Ce sont les « Sheenisov » qui vont rétablir la situation. Venus de Chine et de Russie, ils instaurent sur Terre et dans l’espace un système communiste qui existe toujours en 2303 et qui s’appelle « l’Union solaire ». MacLeod donne hélas peu de détails sur l’organisation de cette société mais tout au long du roman des bribes d’information sont néanmoins données. Le capitalisme a été aboli ainsi que la monnaie. Les gens sont censés coopérer volontairement et travailler du mieux qu’ils le peuvent. De plus, ils se servent librement de ce dont ils ont besoin. Des conseils dirigent la société car l’Etat n'existe plus et l’économie est planifiée grâce à l’utilisation d’ordinateurs très puissants. Dire que Lénine a fait des erreurs (sic, voir page 18) est parfois mal vu et les vaisseaux spatiaux s’appellent « Luddites » (du nom de ces ouvriers anglais qui détruisirent des machines mécaniques accusées de leur voler leur travail au 19è siècle) ou « General Arnaldo Ochoa » (du nom d’un général cubain condamné à mort en 1989 pour trafic de cocaïne, voir page 257). La philosophie politique dominante s’appelle la « vraie connaissance » et a été élaborée notamment à partir de Nietzsche, Marx, Engels et Darwin (page 121 et 122). Il s’agit d’une morale cynique qui dit que l’homme est mauvais par nature, que le pouvoir, c’est la liberté et que le droit, c’est la force… Le plus étrange est que cette organisation permet malgré tout à MacLeod de décrire une société prospère. Il me semble qu’il y a quelque chose d’incohérent ici car même avec une technologie avancée, un tel système ne pourrait donner dans le monde réel que misère et violence. (Ce sont les ouvriers soviétiques qui disaient : « C’est vrai que nous faisons semblant de travailler mais comme l’Etat fait semblant de nous payer… »)

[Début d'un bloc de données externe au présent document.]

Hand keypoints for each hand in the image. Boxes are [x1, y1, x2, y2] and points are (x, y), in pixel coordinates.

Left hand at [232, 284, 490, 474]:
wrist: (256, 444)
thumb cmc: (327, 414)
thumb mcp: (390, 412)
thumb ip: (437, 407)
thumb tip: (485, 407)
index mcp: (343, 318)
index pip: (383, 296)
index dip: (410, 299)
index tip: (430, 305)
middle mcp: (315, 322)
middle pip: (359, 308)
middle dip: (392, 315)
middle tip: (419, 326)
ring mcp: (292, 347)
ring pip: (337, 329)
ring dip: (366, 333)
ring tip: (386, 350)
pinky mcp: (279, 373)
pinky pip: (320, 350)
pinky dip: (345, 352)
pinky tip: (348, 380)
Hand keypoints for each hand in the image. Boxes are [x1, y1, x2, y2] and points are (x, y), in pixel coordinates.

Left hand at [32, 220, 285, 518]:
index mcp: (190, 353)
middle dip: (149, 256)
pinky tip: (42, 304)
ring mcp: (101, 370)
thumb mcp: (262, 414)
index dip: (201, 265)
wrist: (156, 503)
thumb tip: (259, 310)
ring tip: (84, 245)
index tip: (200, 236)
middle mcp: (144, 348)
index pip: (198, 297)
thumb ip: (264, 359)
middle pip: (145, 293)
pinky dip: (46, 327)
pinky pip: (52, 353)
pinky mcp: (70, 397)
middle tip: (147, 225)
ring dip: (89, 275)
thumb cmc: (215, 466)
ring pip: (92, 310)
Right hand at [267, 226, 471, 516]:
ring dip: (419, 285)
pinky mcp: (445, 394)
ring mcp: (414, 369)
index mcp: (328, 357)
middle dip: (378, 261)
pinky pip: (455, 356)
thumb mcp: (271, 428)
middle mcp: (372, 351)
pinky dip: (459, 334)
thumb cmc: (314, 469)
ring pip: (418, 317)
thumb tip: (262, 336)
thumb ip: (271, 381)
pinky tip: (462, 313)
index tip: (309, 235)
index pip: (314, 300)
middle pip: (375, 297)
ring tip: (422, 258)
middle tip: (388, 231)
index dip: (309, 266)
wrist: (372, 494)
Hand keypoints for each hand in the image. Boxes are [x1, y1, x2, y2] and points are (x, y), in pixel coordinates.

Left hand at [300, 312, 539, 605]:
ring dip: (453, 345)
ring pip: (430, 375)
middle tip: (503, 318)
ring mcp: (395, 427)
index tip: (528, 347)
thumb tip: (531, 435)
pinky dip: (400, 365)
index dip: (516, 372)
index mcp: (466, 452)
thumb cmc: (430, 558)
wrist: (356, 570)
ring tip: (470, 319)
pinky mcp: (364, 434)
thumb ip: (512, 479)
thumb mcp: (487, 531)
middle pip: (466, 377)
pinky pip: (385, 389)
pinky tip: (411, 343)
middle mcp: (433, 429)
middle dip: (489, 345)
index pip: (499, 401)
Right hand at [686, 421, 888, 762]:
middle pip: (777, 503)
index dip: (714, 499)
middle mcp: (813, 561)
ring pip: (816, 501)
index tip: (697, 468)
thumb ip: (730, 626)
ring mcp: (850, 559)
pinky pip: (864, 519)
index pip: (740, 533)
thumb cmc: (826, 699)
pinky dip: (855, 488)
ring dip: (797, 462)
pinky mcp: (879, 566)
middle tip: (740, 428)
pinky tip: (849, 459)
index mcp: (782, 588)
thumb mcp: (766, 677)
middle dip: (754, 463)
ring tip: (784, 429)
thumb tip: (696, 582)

Dans le roman, les personnes qui refusent cependant ce mode de vie se retrouvent dans des enclaves où l’argent et le commerce libre existent toujours, encore que ces enclaves soient étroitement surveillées.

Le personnage principal, Ellen May Ngwethu est un membre éminent du Comité de Commandement de la division Cassini, une organisation militaire chargée de surveiller pour l’Union solaire les abords de Jupiter. Des intelligences d’origine humaine mais transférées sur des supports artificiels ont jadis franchi la Singularité c’est-à-dire qu’elles ont tellement évolué que toute communication avec elles est devenue impossible. Elles ont tenté de détruire la société humaine lors du Crash et avant de se perdre dans les univers virtuels qu’elles ont elles-mêmes créés, elles ont eu le temps de changer l’apparence de Jupiter. Ces posthumains ont ouvert un « trou de ver » hélicoïdal, une sorte de passage dans l’espace qui permet de se retrouver à 10 000 années-lumière de la Terre 10 000 ans dans le futur. Des humains ont plus tard traversé ce passage et ont colonisé une planète qu’ils ont appelée la « Nouvelle Mars ». Depuis, les coordonnées du passage ont été perdues.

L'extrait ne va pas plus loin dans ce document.